Provided data:
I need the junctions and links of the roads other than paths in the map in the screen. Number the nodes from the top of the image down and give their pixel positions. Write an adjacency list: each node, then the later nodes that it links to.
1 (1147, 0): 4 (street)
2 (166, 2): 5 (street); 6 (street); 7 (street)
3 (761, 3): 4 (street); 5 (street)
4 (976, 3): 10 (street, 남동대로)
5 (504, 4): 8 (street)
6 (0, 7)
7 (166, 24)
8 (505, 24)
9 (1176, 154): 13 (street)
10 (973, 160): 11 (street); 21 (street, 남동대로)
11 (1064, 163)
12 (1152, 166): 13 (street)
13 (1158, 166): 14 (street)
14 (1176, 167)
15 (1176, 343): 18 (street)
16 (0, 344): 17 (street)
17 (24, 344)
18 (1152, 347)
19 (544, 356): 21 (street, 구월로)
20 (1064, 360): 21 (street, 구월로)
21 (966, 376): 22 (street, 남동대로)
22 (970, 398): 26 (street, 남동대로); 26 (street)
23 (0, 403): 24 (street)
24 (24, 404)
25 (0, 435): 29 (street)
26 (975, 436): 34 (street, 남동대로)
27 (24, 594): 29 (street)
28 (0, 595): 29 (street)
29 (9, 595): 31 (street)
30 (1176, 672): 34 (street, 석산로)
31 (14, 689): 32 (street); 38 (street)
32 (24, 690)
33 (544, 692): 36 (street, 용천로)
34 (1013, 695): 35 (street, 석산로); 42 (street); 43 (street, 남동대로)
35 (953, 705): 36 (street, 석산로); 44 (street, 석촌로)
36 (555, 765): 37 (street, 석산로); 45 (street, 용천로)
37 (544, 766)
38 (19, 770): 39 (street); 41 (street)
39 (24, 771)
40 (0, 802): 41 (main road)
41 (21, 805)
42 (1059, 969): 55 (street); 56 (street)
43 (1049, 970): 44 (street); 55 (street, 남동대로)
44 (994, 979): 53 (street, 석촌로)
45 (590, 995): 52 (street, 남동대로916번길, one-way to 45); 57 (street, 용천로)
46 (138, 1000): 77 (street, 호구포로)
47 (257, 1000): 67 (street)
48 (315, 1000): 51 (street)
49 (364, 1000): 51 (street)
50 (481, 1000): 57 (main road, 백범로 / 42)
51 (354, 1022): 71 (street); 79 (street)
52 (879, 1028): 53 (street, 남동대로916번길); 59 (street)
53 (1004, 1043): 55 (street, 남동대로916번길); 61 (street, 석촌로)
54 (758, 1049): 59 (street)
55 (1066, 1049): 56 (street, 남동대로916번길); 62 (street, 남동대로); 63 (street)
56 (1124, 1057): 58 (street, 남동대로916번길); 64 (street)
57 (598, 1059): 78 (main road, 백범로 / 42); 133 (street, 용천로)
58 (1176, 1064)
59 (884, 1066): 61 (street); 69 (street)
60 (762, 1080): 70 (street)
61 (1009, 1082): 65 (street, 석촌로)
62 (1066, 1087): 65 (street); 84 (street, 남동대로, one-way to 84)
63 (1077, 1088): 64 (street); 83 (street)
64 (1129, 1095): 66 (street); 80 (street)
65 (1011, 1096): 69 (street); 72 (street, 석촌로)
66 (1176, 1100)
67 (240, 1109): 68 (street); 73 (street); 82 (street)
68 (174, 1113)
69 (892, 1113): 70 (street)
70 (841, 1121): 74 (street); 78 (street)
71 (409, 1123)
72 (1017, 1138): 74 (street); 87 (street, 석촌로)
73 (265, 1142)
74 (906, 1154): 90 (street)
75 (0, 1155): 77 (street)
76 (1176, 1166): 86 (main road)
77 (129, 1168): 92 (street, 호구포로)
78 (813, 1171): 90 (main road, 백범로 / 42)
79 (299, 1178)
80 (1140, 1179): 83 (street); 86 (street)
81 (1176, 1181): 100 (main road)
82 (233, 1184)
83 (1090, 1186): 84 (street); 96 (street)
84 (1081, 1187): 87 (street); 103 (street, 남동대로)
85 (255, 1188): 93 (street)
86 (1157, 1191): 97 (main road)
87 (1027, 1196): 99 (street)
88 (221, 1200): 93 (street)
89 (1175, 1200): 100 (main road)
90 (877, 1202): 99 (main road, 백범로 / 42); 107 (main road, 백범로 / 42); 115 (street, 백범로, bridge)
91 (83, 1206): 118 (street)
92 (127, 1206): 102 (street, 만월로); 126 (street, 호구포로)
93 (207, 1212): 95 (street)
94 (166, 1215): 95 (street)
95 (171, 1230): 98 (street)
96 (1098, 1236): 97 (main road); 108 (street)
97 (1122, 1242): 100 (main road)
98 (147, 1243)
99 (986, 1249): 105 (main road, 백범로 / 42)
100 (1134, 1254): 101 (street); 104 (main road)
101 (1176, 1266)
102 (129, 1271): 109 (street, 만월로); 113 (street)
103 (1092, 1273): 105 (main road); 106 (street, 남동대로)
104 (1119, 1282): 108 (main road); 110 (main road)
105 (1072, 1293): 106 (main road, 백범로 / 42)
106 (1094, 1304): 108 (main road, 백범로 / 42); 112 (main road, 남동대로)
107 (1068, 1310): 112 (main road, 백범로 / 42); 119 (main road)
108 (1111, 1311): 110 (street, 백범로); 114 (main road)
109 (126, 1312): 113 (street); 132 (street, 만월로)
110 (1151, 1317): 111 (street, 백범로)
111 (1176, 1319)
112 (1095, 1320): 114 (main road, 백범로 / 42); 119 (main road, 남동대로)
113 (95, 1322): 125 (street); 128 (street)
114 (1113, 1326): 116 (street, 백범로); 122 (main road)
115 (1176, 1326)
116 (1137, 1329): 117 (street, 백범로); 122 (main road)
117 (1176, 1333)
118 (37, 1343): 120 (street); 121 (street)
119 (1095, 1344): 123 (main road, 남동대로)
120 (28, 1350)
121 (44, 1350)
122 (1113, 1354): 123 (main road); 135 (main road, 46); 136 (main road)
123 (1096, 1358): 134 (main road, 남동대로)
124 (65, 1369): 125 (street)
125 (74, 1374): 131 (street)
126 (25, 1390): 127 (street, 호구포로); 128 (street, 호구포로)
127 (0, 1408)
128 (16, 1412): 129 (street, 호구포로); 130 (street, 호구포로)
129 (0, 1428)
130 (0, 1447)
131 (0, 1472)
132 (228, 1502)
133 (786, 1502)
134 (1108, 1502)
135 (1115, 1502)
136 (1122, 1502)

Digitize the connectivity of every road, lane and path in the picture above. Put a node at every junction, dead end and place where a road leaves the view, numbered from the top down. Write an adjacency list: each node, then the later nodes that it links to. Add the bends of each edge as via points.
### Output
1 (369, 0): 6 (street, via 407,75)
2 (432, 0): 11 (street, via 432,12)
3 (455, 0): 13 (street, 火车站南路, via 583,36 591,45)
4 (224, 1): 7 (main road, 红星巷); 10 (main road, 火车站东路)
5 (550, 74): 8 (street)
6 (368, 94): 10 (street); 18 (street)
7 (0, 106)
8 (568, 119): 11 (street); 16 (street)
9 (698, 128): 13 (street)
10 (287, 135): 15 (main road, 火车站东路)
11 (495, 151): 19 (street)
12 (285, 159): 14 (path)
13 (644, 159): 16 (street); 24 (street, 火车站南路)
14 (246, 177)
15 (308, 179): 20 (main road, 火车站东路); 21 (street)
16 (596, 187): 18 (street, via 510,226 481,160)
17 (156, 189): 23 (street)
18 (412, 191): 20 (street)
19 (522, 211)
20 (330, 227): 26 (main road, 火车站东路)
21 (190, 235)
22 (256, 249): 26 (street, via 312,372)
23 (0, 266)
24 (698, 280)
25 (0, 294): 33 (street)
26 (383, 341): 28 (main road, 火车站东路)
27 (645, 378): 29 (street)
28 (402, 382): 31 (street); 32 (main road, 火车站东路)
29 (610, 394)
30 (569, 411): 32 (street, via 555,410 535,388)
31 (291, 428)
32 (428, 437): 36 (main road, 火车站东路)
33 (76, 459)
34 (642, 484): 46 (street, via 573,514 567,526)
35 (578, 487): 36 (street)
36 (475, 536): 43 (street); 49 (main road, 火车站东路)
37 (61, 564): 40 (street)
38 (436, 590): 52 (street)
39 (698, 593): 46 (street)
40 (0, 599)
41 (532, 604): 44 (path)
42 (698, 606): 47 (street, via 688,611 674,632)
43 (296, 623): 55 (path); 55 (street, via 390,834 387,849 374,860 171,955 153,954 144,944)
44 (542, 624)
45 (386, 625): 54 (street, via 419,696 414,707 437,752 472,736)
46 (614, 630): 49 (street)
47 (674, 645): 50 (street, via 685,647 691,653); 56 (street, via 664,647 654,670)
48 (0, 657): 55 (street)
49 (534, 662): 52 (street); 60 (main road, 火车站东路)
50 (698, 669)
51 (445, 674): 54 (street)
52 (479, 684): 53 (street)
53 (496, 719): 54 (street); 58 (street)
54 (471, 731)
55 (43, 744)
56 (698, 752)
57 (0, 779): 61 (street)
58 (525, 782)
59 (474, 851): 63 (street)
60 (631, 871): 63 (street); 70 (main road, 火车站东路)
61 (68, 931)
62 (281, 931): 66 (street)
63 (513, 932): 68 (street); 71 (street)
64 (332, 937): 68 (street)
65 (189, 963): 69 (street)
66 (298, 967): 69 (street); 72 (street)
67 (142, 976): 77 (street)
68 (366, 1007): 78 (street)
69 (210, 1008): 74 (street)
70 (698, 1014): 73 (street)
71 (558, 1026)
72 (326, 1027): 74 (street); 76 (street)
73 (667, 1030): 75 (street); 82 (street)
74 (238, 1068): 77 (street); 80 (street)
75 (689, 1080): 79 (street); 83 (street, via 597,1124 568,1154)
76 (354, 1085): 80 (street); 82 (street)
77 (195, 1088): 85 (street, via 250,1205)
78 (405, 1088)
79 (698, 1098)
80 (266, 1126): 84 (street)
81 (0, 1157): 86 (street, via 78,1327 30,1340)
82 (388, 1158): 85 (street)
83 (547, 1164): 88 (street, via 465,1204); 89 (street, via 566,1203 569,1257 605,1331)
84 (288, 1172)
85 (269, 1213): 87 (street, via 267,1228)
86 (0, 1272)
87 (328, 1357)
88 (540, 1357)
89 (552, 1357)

What you should do: If a line above holds the string "list", return it as it stands.

Result for this exercise:
I need the junctions and links of the roads other than paths in the map in the screen. Number the nodes from the top of the image down and give their pixel positions. Write an adjacency list: each node, then the later nodes that it links to.
Digitize the connectivity of every road, lane and path in the picture above. Put a node at every junction, dead end and place where a road leaves the view, numbered from the top down. Write an adjacency list: each node, then the later nodes that it links to. Add the bends of each edge as via points.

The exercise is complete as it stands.